Joint position lists:
-=-=-
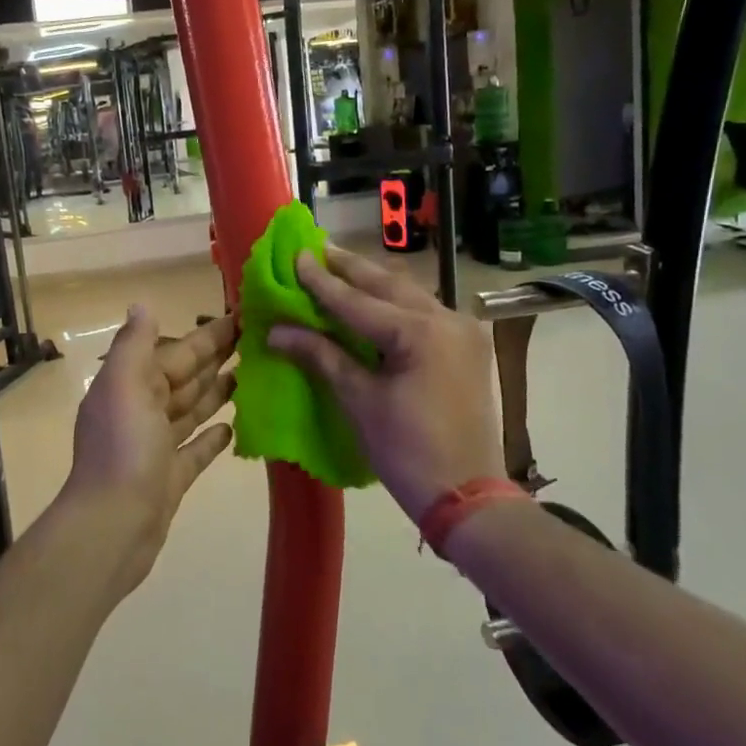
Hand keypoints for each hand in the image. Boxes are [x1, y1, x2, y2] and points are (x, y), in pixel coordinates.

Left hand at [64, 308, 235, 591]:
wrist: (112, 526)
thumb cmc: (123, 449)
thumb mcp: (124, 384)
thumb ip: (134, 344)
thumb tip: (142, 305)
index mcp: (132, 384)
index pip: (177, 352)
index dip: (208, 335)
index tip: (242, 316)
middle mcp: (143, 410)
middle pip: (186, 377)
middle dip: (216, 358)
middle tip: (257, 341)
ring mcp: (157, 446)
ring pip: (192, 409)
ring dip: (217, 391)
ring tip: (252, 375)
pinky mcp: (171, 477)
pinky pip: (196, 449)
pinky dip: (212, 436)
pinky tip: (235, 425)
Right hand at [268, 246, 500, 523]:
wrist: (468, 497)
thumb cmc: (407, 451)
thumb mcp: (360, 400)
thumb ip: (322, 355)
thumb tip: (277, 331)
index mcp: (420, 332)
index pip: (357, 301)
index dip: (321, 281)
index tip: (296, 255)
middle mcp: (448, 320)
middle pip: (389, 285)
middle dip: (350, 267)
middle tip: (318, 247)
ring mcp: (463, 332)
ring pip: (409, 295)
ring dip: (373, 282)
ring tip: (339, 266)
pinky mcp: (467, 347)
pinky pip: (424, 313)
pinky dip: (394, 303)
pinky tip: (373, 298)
-=-=-
• [Brief]:
Return exactly the run of lines that opens with the one containing "middle dip: (216, 358)" and closes with the last line of the records above.

• [Written answer]:
middle dip: (216, 358)
middle tip: (257, 341)
ring mcp: (157, 446)
ring pip: (192, 409)
ring dip: (217, 391)
ring tip: (252, 375)
pinky mcp: (171, 477)
pinky pip: (196, 449)
pinky dip: (212, 436)
pinky tip: (235, 425)
Right hand at [268, 246, 500, 523]:
wrist: (468, 497)
thumb cmc: (407, 451)
thumb mcp: (360, 400)
thumb ip: (322, 355)
thumb tip: (277, 331)
index mcp: (420, 332)
index pip: (357, 301)
index dip: (321, 281)
index tip: (296, 255)
middle mcp: (448, 320)
middle pip: (389, 285)
middle dip: (350, 267)
middle tip: (318, 247)
ring mcp: (463, 332)
ring pip: (409, 295)
ring dip: (373, 282)
ring tip: (339, 266)
pinky mcp: (467, 347)
pinky pip: (424, 313)
pinky dip: (394, 303)
pinky tip: (373, 298)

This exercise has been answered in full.